● **Your assignment**
Repeat, line for line, the entries printed below.

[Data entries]
========================================

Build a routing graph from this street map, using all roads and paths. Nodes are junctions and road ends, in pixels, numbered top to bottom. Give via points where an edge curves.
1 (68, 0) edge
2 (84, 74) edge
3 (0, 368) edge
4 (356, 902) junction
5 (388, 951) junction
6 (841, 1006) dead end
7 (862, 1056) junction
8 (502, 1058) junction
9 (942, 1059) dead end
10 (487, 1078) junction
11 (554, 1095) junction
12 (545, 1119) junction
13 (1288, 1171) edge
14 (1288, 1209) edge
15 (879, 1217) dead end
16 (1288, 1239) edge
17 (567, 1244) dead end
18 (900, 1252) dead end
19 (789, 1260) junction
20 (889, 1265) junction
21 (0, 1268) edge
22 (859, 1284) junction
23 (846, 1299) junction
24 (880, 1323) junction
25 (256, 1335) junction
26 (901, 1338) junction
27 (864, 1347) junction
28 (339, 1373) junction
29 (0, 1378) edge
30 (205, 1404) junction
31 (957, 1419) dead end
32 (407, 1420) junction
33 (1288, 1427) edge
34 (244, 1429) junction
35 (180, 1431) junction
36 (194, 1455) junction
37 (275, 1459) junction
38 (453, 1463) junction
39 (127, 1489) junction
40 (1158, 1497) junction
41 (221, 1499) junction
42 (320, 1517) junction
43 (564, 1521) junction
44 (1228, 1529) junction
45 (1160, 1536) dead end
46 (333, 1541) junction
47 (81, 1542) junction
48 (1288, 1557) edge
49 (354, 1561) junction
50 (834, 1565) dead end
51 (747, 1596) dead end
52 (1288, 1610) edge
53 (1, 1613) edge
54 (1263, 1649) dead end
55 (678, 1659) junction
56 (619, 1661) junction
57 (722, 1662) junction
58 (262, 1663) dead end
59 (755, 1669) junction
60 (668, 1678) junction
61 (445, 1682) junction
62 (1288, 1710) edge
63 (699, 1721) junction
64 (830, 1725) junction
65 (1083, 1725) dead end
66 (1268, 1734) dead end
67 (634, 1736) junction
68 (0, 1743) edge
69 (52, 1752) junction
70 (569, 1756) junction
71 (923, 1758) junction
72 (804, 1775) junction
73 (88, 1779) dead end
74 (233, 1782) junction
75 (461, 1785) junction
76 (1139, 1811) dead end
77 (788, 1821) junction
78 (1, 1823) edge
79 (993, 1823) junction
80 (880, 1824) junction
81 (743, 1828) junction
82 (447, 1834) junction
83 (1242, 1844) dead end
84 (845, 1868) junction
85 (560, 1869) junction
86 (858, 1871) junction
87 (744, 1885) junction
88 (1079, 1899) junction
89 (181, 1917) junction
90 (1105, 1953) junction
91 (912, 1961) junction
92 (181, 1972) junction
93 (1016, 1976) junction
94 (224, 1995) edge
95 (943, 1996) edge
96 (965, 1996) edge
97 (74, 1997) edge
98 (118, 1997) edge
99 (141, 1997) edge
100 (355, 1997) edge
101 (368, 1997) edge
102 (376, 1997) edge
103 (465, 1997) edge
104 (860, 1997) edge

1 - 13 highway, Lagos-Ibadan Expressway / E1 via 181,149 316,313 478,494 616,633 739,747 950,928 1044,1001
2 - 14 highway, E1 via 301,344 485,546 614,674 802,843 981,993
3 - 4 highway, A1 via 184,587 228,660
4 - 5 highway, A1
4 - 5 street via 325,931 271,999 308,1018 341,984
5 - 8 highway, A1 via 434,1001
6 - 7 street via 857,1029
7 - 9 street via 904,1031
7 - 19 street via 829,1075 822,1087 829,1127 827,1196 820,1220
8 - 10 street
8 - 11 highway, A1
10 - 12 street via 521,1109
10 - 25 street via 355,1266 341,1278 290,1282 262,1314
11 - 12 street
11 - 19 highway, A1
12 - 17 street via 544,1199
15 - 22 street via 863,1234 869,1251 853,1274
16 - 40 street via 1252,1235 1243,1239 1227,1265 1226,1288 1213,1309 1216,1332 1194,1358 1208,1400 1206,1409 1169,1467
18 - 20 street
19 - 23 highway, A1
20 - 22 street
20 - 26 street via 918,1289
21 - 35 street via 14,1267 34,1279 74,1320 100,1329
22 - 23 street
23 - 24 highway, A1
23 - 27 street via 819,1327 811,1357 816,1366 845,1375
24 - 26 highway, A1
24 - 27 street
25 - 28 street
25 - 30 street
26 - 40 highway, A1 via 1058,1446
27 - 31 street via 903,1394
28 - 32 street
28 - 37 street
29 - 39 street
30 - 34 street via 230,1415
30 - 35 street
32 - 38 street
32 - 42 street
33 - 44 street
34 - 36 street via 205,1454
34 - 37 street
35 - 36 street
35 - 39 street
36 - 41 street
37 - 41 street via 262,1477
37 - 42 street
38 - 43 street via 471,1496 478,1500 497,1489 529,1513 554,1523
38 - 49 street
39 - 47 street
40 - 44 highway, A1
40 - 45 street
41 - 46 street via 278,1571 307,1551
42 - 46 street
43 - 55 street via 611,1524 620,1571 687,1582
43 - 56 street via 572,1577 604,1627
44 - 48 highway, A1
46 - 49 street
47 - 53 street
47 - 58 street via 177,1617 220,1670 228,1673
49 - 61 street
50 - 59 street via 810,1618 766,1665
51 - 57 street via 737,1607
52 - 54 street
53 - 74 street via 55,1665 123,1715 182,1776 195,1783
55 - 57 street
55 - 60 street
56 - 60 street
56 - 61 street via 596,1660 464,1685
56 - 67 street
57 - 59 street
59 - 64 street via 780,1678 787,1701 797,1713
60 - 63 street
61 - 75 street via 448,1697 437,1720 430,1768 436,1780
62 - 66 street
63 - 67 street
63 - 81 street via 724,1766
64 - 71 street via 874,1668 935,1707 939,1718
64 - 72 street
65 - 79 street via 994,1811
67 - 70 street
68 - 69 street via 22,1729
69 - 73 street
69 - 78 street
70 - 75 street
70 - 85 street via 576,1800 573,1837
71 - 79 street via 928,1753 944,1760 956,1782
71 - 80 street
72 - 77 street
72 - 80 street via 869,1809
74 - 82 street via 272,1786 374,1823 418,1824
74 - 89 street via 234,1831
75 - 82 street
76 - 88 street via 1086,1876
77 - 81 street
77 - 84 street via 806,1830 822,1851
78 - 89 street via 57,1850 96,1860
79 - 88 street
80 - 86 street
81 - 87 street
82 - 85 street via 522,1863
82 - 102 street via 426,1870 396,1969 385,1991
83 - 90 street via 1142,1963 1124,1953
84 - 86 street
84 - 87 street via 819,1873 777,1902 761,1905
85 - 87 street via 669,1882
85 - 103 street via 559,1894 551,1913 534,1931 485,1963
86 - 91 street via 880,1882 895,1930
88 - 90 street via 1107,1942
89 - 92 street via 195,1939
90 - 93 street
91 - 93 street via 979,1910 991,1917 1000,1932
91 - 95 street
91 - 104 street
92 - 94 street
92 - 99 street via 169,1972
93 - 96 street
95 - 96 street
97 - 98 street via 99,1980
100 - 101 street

========================================

● **Your response**
Build a routing graph from this street map, using all roads and paths. Nodes are junctions and road ends, in pixels, numbered top to bottom. Give via points where an edge curves.
1 (68, 0) edge
2 (84, 74) edge
3 (0, 368) edge
4 (356, 902) junction
5 (388, 951) junction
6 (841, 1006) dead end
7 (862, 1056) junction
8 (502, 1058) junction
9 (942, 1059) dead end
10 (487, 1078) junction
11 (554, 1095) junction
12 (545, 1119) junction
13 (1288, 1171) edge
14 (1288, 1209) edge
15 (879, 1217) dead end
16 (1288, 1239) edge
17 (567, 1244) dead end
18 (900, 1252) dead end
19 (789, 1260) junction
20 (889, 1265) junction
21 (0, 1268) edge
22 (859, 1284) junction
23 (846, 1299) junction
24 (880, 1323) junction
25 (256, 1335) junction
26 (901, 1338) junction
27 (864, 1347) junction
28 (339, 1373) junction
29 (0, 1378) edge
30 (205, 1404) junction
31 (957, 1419) dead end
32 (407, 1420) junction
33 (1288, 1427) edge
34 (244, 1429) junction
35 (180, 1431) junction
36 (194, 1455) junction
37 (275, 1459) junction
38 (453, 1463) junction
39 (127, 1489) junction
40 (1158, 1497) junction
41 (221, 1499) junction
42 (320, 1517) junction
43 (564, 1521) junction
44 (1228, 1529) junction
45 (1160, 1536) dead end
46 (333, 1541) junction
47 (81, 1542) junction
48 (1288, 1557) edge
49 (354, 1561) junction
50 (834, 1565) dead end
51 (747, 1596) dead end
52 (1288, 1610) edge
53 (1, 1613) edge
54 (1263, 1649) dead end
55 (678, 1659) junction
56 (619, 1661) junction
57 (722, 1662) junction
58 (262, 1663) dead end
59 (755, 1669) junction
60 (668, 1678) junction
61 (445, 1682) junction
62 (1288, 1710) edge
63 (699, 1721) junction
64 (830, 1725) junction
65 (1083, 1725) dead end
66 (1268, 1734) dead end
67 (634, 1736) junction
68 (0, 1743) edge
69 (52, 1752) junction
70 (569, 1756) junction
71 (923, 1758) junction
72 (804, 1775) junction
73 (88, 1779) dead end
74 (233, 1782) junction
75 (461, 1785) junction
76 (1139, 1811) dead end
77 (788, 1821) junction
78 (1, 1823) edge
79 (993, 1823) junction
80 (880, 1824) junction
81 (743, 1828) junction
82 (447, 1834) junction
83 (1242, 1844) dead end
84 (845, 1868) junction
85 (560, 1869) junction
86 (858, 1871) junction
87 (744, 1885) junction
88 (1079, 1899) junction
89 (181, 1917) junction
90 (1105, 1953) junction
91 (912, 1961) junction
92 (181, 1972) junction
93 (1016, 1976) junction
94 (224, 1995) edge
95 (943, 1996) edge
96 (965, 1996) edge
97 (74, 1997) edge
98 (118, 1997) edge
99 (141, 1997) edge
100 (355, 1997) edge
101 (368, 1997) edge
102 (376, 1997) edge
103 (465, 1997) edge
104 (860, 1997) edge

1 - 13 highway, Lagos-Ibadan Expressway / E1 via 181,149 316,313 478,494 616,633 739,747 950,928 1044,1001
2 - 14 highway, E1 via 301,344 485,546 614,674 802,843 981,993
3 - 4 highway, A1 via 184,587 228,660
4 - 5 highway, A1
4 - 5 street via 325,931 271,999 308,1018 341,984
5 - 8 highway, A1 via 434,1001
6 - 7 street via 857,1029
7 - 9 street via 904,1031
7 - 19 street via 829,1075 822,1087 829,1127 827,1196 820,1220
8 - 10 street
8 - 11 highway, A1
10 - 12 street via 521,1109
10 - 25 street via 355,1266 341,1278 290,1282 262,1314
11 - 12 street
11 - 19 highway, A1
12 - 17 street via 544,1199
15 - 22 street via 863,1234 869,1251 853,1274
16 - 40 street via 1252,1235 1243,1239 1227,1265 1226,1288 1213,1309 1216,1332 1194,1358 1208,1400 1206,1409 1169,1467
18 - 20 street
19 - 23 highway, A1
20 - 22 street
20 - 26 street via 918,1289
21 - 35 street via 14,1267 34,1279 74,1320 100,1329
22 - 23 street
23 - 24 highway, A1
23 - 27 street via 819,1327 811,1357 816,1366 845,1375
24 - 26 highway, A1
24 - 27 street
25 - 28 street
25 - 30 street
26 - 40 highway, A1 via 1058,1446
27 - 31 street via 903,1394
28 - 32 street
28 - 37 street
29 - 39 street
30 - 34 street via 230,1415
30 - 35 street
32 - 38 street
32 - 42 street
33 - 44 street
34 - 36 street via 205,1454
34 - 37 street
35 - 36 street
35 - 39 street
36 - 41 street
37 - 41 street via 262,1477
37 - 42 street
38 - 43 street via 471,1496 478,1500 497,1489 529,1513 554,1523
38 - 49 street
39 - 47 street
40 - 44 highway, A1
40 - 45 street
41 - 46 street via 278,1571 307,1551
42 - 46 street
43 - 55 street via 611,1524 620,1571 687,1582
43 - 56 street via 572,1577 604,1627
44 - 48 highway, A1
46 - 49 street
47 - 53 street
47 - 58 street via 177,1617 220,1670 228,1673
49 - 61 street
50 - 59 street via 810,1618 766,1665
51 - 57 street via 737,1607
52 - 54 street
53 - 74 street via 55,1665 123,1715 182,1776 195,1783
55 - 57 street
55 - 60 street
56 - 60 street
56 - 61 street via 596,1660 464,1685
56 - 67 street
57 - 59 street
59 - 64 street via 780,1678 787,1701 797,1713
60 - 63 street
61 - 75 street via 448,1697 437,1720 430,1768 436,1780
62 - 66 street
63 - 67 street
63 - 81 street via 724,1766
64 - 71 street via 874,1668 935,1707 939,1718
64 - 72 street
65 - 79 street via 994,1811
67 - 70 street
68 - 69 street via 22,1729
69 - 73 street
69 - 78 street
70 - 75 street
70 - 85 street via 576,1800 573,1837
71 - 79 street via 928,1753 944,1760 956,1782
71 - 80 street
72 - 77 street
72 - 80 street via 869,1809
74 - 82 street via 272,1786 374,1823 418,1824
74 - 89 street via 234,1831
75 - 82 street
76 - 88 street via 1086,1876
77 - 81 street
77 - 84 street via 806,1830 822,1851
78 - 89 street via 57,1850 96,1860
79 - 88 street
80 - 86 street
81 - 87 street
82 - 85 street via 522,1863
82 - 102 street via 426,1870 396,1969 385,1991
83 - 90 street via 1142,1963 1124,1953
84 - 86 street
84 - 87 street via 819,1873 777,1902 761,1905
85 - 87 street via 669,1882
85 - 103 street via 559,1894 551,1913 534,1931 485,1963
86 - 91 street via 880,1882 895,1930
88 - 90 street via 1107,1942
89 - 92 street via 195,1939
90 - 93 street
91 - 93 street via 979,1910 991,1917 1000,1932
91 - 95 street
91 - 104 street
92 - 94 street
92 - 99 street via 169,1972
93 - 96 street
95 - 96 street
97 - 98 street via 99,1980
100 - 101 street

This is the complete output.